'''

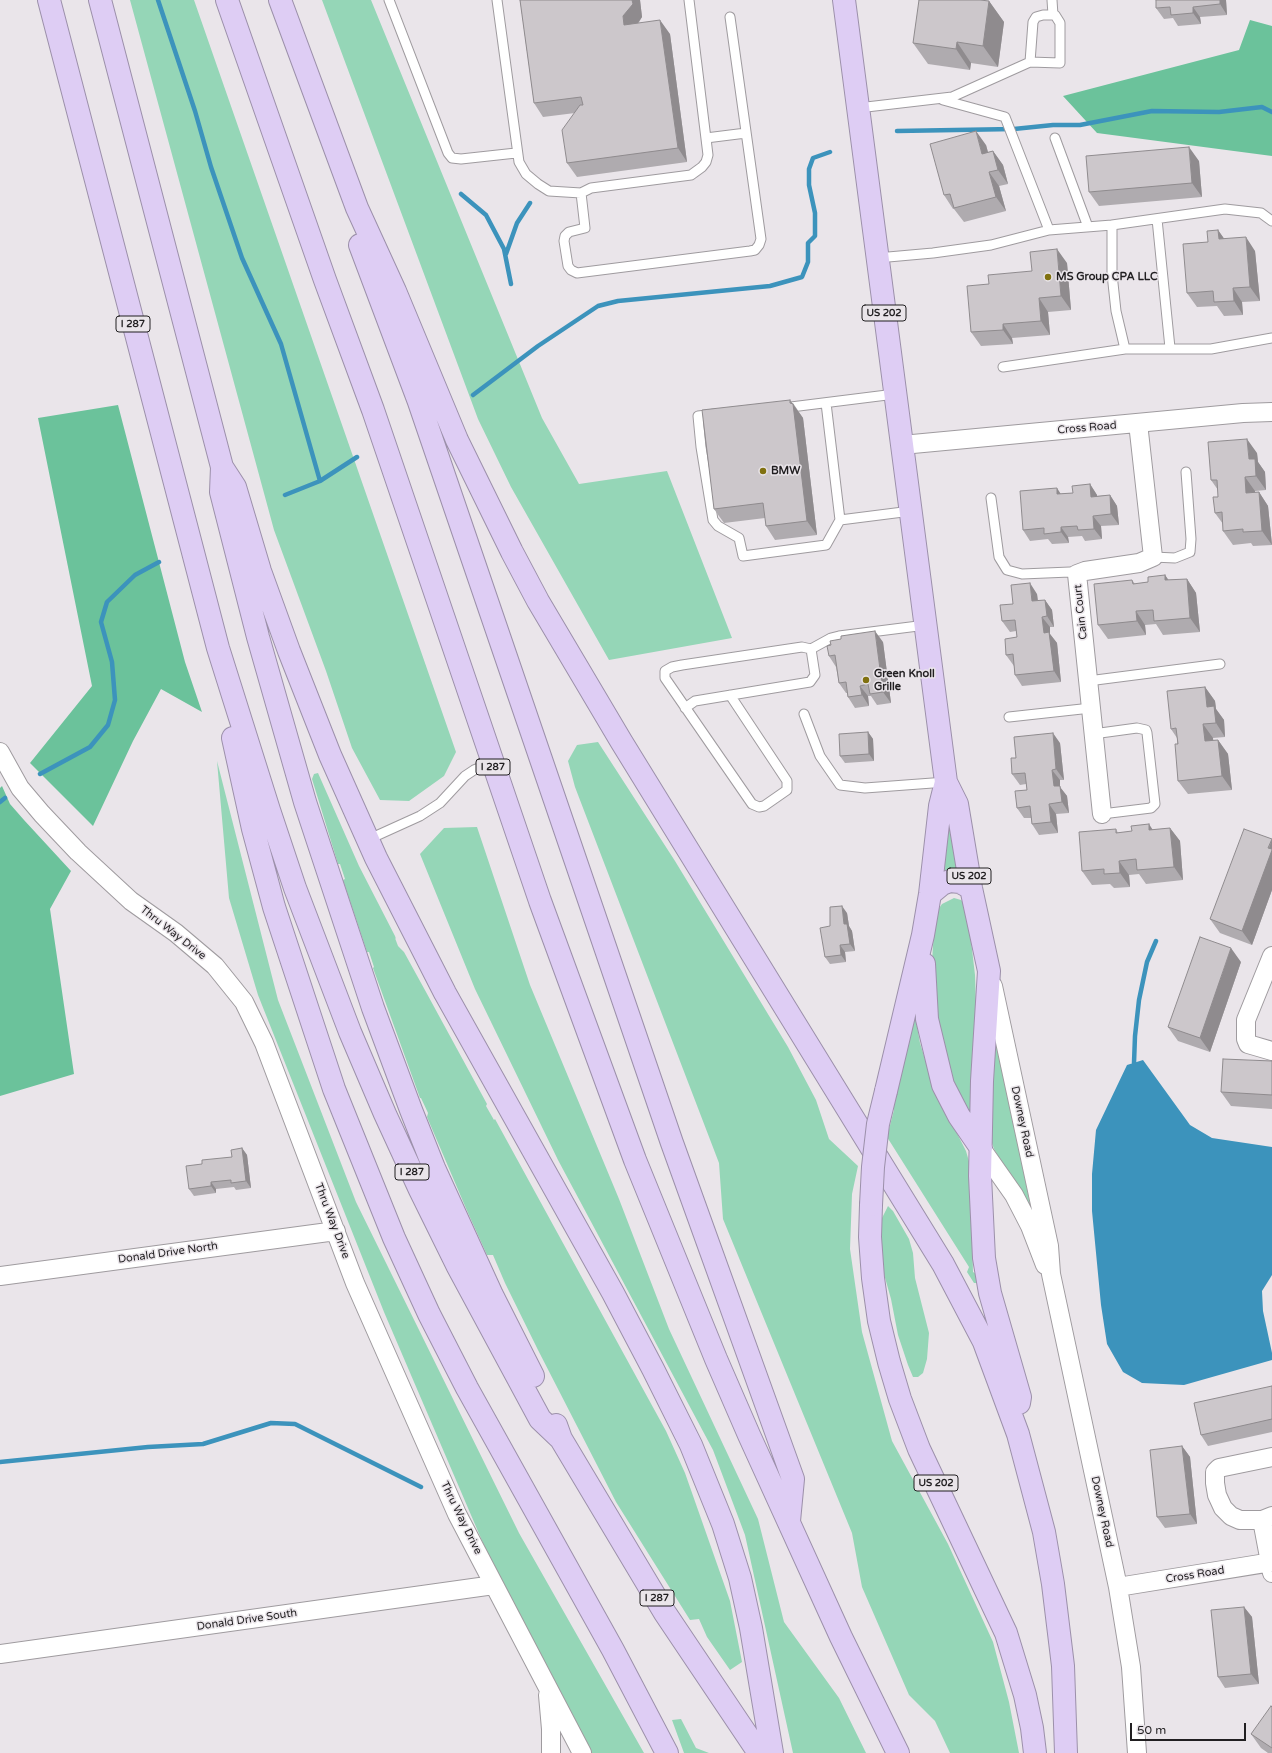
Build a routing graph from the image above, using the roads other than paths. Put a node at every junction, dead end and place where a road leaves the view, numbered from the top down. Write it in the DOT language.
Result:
graph roads {
  1 [pos="49,0"];
  2 [pos="100,0"];
  3 [pos="227,0"];
  4 [pos="280,0"];
  5 [pos="389,0"];
  6 [pos="497,0"];
  7 [pos="689,0"];
  8 [pos="844,0"];
  9 [pos="1052,0"];
  10 [pos="1053,15"];
  11 [pos="730,17"];
  12 [pos="1030,62"];
  13 [pos="942,99"];
  14 [pos="857,108"];
  15 [pos="746,133"];
  16 [pos="706,138"];
  17 [pos="1055,138"];
  18 [pos="516,153"];
  19 [pos="581,193"];
  20 [pos="357,208"];
  21 [pos="1157,219"];
  22 [pos="1272,221"];
  23 [pos="1112,225"];
  24 [pos="1088,227"];
  25 [pos="1049,230"];
  26 [pos="877,258"];
  27 [pos="1272,338"];
  28 [pos="1170,348"];
  29 [pos="1125,350"];
  30 [pos="1003,367"];
  31 [pos="895,394"];
  32 [pos="826,403"];
  33 [pos="776,408"];
  34 [pos="1272,412"];
  35 [pos="725,413"];
  36 [pos="1138,423"];
  37 [pos="902,445"];
  38 [pos="222,467"];
  39 [pos="1186,472"];
  40 [pos="991,498"];
  41 [pos="911,511"];
  42 [pos="840,520"];
  43 [pos="1153,558"];
  44 [pos="1077,574"];
  45 [pos="926,625"];
  46 [pos="218,648"];
  47 [pos="811,649"];
  48 [pos="1220,664"];
  49 [pos="1088,681"];
  50 [pos="730,695"];
  51 [pos="685,708"];
  52 [pos="1091,708"];
  53 [pos="804,714"];
  54 [pos="1009,717"];
  55 [pos="1093,734"];
  56 [pos="0,752"];
  57 [pos="492,763"];
  58 [pos="946,782"];
  59 [pos="1102,814"];
  60 [pos="368,840"];
  61 [pos="971,888"];
  62 [pos="930,894"];
  63 [pos="923,935"];
  64 [pos="1272,956"];
  65 [pos="989,971"];
  66 [pos="1272,1051"];
  67 [pos="981,1148"];
  68 [pos="336,1231"];
  69 [pos="1051,1274"];
  70 [pos="0,1276"];
  71 [pos="1018,1434"];
  72 [pos="561,1439"];
  73 [pos="1272,1457"];
  74 [pos="1267,1518"];
  75 [pos="789,1522"];
  76 [pos="1272,1566"];
  77 [pos="494,1585"];
  78 [pos="1118,1587"];
  79 [pos="0,1654"];
  80 [pos="547,1686"];
  81 [pos="551,1753"];
  82 [pos="582,1753"];
  83 [pos="667,1753"];
  84 [pos="759,1753"];
  85 [pos="772,1753"];
  86 [pos="898,1753"];
  87 [pos="1035,1753"];
  88 [pos="1066,1753"];
  89 [pos="1137,1753"];
  1 -- 46 [label="highway, I 287"];
  2 -- 38 [label="highway, I 287"];
  3 -- 57 [label="highway, I 287"];
  4 -- 20 [label="highway, I 287"];
  5 -- 18 [label="lane"];
  6 -- 18 [label="lane"];
  7 -- 16 [label="lane"];
  8 -- 14 [label="highway, US 202"];
  9 -- 10 [label="lane"];
  10 -- 12 [label="lane"];
  10 -- 12 [label="lane"];
  11 -- 15 [label="lane"];
  12 -- 13 [label="lane"];
  13 -- 14 [label="lane"];
  13 -- 25 [label="lane"];
  14 -- 26 [label="highway, US 202"];
  15 -- 16 [label="lane"];
  15 -- 19 [label="lane"];
  16 -- 19 [label="lane"];
  17 -- 24 [label="lane"];
  18 -- 19 [label="lane"];
  20 -- 71 [label="highway"];
  20 -- 75 [label="highway, I 287"];
  21 -- 22 [label="lane"];
  21 -- 23 [label="lane"];
  21 -- 28 [label="lane"];
  23 -- 24 [label="lane"];
  23 -- 29 [label="lane"];
  24 -- 25 [label="lane"];
  25 -- 26 [label="lane"];
  26 -- 31 [label="highway, US 202"];
  27 -- 28 [label="lane"];
  28 -- 29 [label="lane"];
  29 -- 30 [label="lane"];
  31 -- 32 [label="lane"];
  31 -- 37 [label="highway, US 202"];
  32 -- 33 [label="lane"];
  32 -- 42 [label="lane"];
  34 -- 36 [label="street, Cross Road"];
  35 -- 42 [label="lane"];
  36 -- 37 [label="street, Cross Road"];
  36 -- 43 [label="street"];
  37 -- 41 [label="highway, US 202"];
  38 -- 60 [label="highway"];
  38 -- 72 [label="highway, I 287"];
  39 -- 43 [label="lane"];
  40 -- 44 [label="lane"];
  41 -- 42 [label="lane"];
  41 -- 45 [label="highway, US 202"];
  43 -- 44 [label="street, Cain Court"];
  44 -- 49 [label="street, Cain Court"];
  45 -- 47 [label="lane"];
  45 -- 58 [label="highway, US 202"];
  46 -- 72 [label="highway, I 287"];
  46 -- 83 [label="highway"];
  47 -- 50 [label="lane"];
  47 -- 51 [label="lane"];
  48 -- 49 [label="lane"];
  49 -- 52 [label="street, Cain Court"];
  50 -- 51 [label="lane"];
  50 -- 51 [label="lane"];
  52 -- 54 [label="lane"];
  52 -- 55 [label="street, Cain Court"];
  53 -- 58 [label="lane"];
  55 -- 59 [label="street, Cain Court"];
  55 -- 59 [label="lane"];
  56 -- 68 [label="street, Thru Way Drive"];
  57 -- 60 [label="lane"];
  57 -- 75 [label="highway, I 287"];
  58 -- 61 [label="highway, US 202"];
  58 -- 62 [label="highway, US 202"];
  60 -- 85 [label="highway"];
  61 -- 62 [label="highway"];
  61 -- 65 [label="highway, US 202"];
  62 -- 63 [label="highway, US 202"];
  63 -- 67 [label="highway"];
  63 -- 87 [label="highway, US 202, bridge"];
  64 -- 66 [label="street"];
  65 -- 67 [label="highway, US 202"];
  65 -- 69 [label="street, Downey Road"];
  67 -- 69 [label="street, Downey Road"];
  67 -- 71 [label="highway, US 202"];
  68 -- 70 [label="street, Donald Drive North"];
  68 -- 77 [label="street, Thru Way Drive"];
  69 -- 78 [label="street, Downey Road"];
  71 -- 88 [label="highway, US 202"];
  72 -- 84 [label="highway, I 287"];
  73 -- 74 [label="street"];
  74 -- 76 [label="street"];
  75 -- 86 [label="highway, I 287"];
  76 -- 78 [label="street, Cross Road"];
  77 -- 79 [label="street, Donald Drive South"];
  77 -- 80 [label="street, Thru Way Drive"];
  78 -- 89 [label="street, Downey Road"];
  80 -- 81 [label="street"];
  80 -- 82 [label="street, Thru Way Drive"];
}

'''

■ **Instructions to follow**: Would you retype all the material above exactly, apart from its pictures?

■ **Answer for this exercise**:
Build a routing graph from the image above, using the roads other than paths. Put a node at every junction, dead end and place where a road leaves the view, numbered from the top down. Write it in the DOT language.
Result:
graph roads {
  1 [pos="49,0"];
  2 [pos="100,0"];
  3 [pos="227,0"];
  4 [pos="280,0"];
  5 [pos="389,0"];
  6 [pos="497,0"];
  7 [pos="689,0"];
  8 [pos="844,0"];
  9 [pos="1052,0"];
  10 [pos="1053,15"];
  11 [pos="730,17"];
  12 [pos="1030,62"];
  13 [pos="942,99"];
  14 [pos="857,108"];
  15 [pos="746,133"];
  16 [pos="706,138"];
  17 [pos="1055,138"];
  18 [pos="516,153"];
  19 [pos="581,193"];
  20 [pos="357,208"];
  21 [pos="1157,219"];
  22 [pos="1272,221"];
  23 [pos="1112,225"];
  24 [pos="1088,227"];
  25 [pos="1049,230"];
  26 [pos="877,258"];
  27 [pos="1272,338"];
  28 [pos="1170,348"];
  29 [pos="1125,350"];
  30 [pos="1003,367"];
  31 [pos="895,394"];
  32 [pos="826,403"];
  33 [pos="776,408"];
  34 [pos="1272,412"];
  35 [pos="725,413"];
  36 [pos="1138,423"];
  37 [pos="902,445"];
  38 [pos="222,467"];
  39 [pos="1186,472"];
  40 [pos="991,498"];
  41 [pos="911,511"];
  42 [pos="840,520"];
  43 [pos="1153,558"];
  44 [pos="1077,574"];
  45 [pos="926,625"];
  46 [pos="218,648"];
  47 [pos="811,649"];
  48 [pos="1220,664"];
  49 [pos="1088,681"];
  50 [pos="730,695"];
  51 [pos="685,708"];
  52 [pos="1091,708"];
  53 [pos="804,714"];
  54 [pos="1009,717"];
  55 [pos="1093,734"];
  56 [pos="0,752"];
  57 [pos="492,763"];
  58 [pos="946,782"];
  59 [pos="1102,814"];
  60 [pos="368,840"];
  61 [pos="971,888"];
  62 [pos="930,894"];
  63 [pos="923,935"];
  64 [pos="1272,956"];
  65 [pos="989,971"];
  66 [pos="1272,1051"];
  67 [pos="981,1148"];
  68 [pos="336,1231"];
  69 [pos="1051,1274"];
  70 [pos="0,1276"];
  71 [pos="1018,1434"];
  72 [pos="561,1439"];
  73 [pos="1272,1457"];
  74 [pos="1267,1518"];
  75 [pos="789,1522"];
  76 [pos="1272,1566"];
  77 [pos="494,1585"];
  78 [pos="1118,1587"];
  79 [pos="0,1654"];
  80 [pos="547,1686"];
  81 [pos="551,1753"];
  82 [pos="582,1753"];
  83 [pos="667,1753"];
  84 [pos="759,1753"];
  85 [pos="772,1753"];
  86 [pos="898,1753"];
  87 [pos="1035,1753"];
  88 [pos="1066,1753"];
  89 [pos="1137,1753"];
  1 -- 46 [label="highway, I 287"];
  2 -- 38 [label="highway, I 287"];
  3 -- 57 [label="highway, I 287"];
  4 -- 20 [label="highway, I 287"];
  5 -- 18 [label="lane"];
  6 -- 18 [label="lane"];
  7 -- 16 [label="lane"];
  8 -- 14 [label="highway, US 202"];
  9 -- 10 [label="lane"];
  10 -- 12 [label="lane"];
  10 -- 12 [label="lane"];
  11 -- 15 [label="lane"];
  12 -- 13 [label="lane"];
  13 -- 14 [label="lane"];
  13 -- 25 [label="lane"];
  14 -- 26 [label="highway, US 202"];
  15 -- 16 [label="lane"];
  15 -- 19 [label="lane"];
  16 -- 19 [label="lane"];
  17 -- 24 [label="lane"];
  18 -- 19 [label="lane"];
  20 -- 71 [label="highway"];
  20 -- 75 [label="highway, I 287"];
  21 -- 22 [label="lane"];
  21 -- 23 [label="lane"];
  21 -- 28 [label="lane"];
  23 -- 24 [label="lane"];
  23 -- 29 [label="lane"];
  24 -- 25 [label="lane"];
  25 -- 26 [label="lane"];
  26 -- 31 [label="highway, US 202"];
  27 -- 28 [label="lane"];
  28 -- 29 [label="lane"];
  29 -- 30 [label="lane"];
  31 -- 32 [label="lane"];
  31 -- 37 [label="highway, US 202"];
  32 -- 33 [label="lane"];
  32 -- 42 [label="lane"];
  34 -- 36 [label="street, Cross Road"];
  35 -- 42 [label="lane"];
  36 -- 37 [label="street, Cross Road"];
  36 -- 43 [label="street"];
  37 -- 41 [label="highway, US 202"];
  38 -- 60 [label="highway"];
  38 -- 72 [label="highway, I 287"];
  39 -- 43 [label="lane"];
  40 -- 44 [label="lane"];
  41 -- 42 [label="lane"];
  41 -- 45 [label="highway, US 202"];
  43 -- 44 [label="street, Cain Court"];
  44 -- 49 [label="street, Cain Court"];
  45 -- 47 [label="lane"];
  45 -- 58 [label="highway, US 202"];
  46 -- 72 [label="highway, I 287"];
  46 -- 83 [label="highway"];
  47 -- 50 [label="lane"];
  47 -- 51 [label="lane"];
  48 -- 49 [label="lane"];
  49 -- 52 [label="street, Cain Court"];
  50 -- 51 [label="lane"];
  50 -- 51 [label="lane"];
  52 -- 54 [label="lane"];
  52 -- 55 [label="street, Cain Court"];
  53 -- 58 [label="lane"];
  55 -- 59 [label="street, Cain Court"];
  55 -- 59 [label="lane"];
  56 -- 68 [label="street, Thru Way Drive"];
  57 -- 60 [label="lane"];
  57 -- 75 [label="highway, I 287"];
  58 -- 61 [label="highway, US 202"];
  58 -- 62 [label="highway, US 202"];
  60 -- 85 [label="highway"];
  61 -- 62 [label="highway"];
  61 -- 65 [label="highway, US 202"];
  62 -- 63 [label="highway, US 202"];
  63 -- 67 [label="highway"];
  63 -- 87 [label="highway, US 202, bridge"];
  64 -- 66 [label="street"];
  65 -- 67 [label="highway, US 202"];
  65 -- 69 [label="street, Downey Road"];
  67 -- 69 [label="street, Downey Road"];
  67 -- 71 [label="highway, US 202"];
  68 -- 70 [label="street, Donald Drive North"];
  68 -- 77 [label="street, Thru Way Drive"];
  69 -- 78 [label="street, Downey Road"];
  71 -- 88 [label="highway, US 202"];
  72 -- 84 [label="highway, I 287"];
  73 -- 74 [label="street"];
  74 -- 76 [label="street"];
  75 -- 86 [label="highway, I 287"];
  76 -- 78 [label="street, Cross Road"];
  77 -- 79 [label="street, Donald Drive South"];
  77 -- 80 [label="street, Thru Way Drive"];
  78 -- 89 [label="street, Downey Road"];
  80 -- 81 [label="street"];
  80 -- 82 [label="street, Thru Way Drive"];
}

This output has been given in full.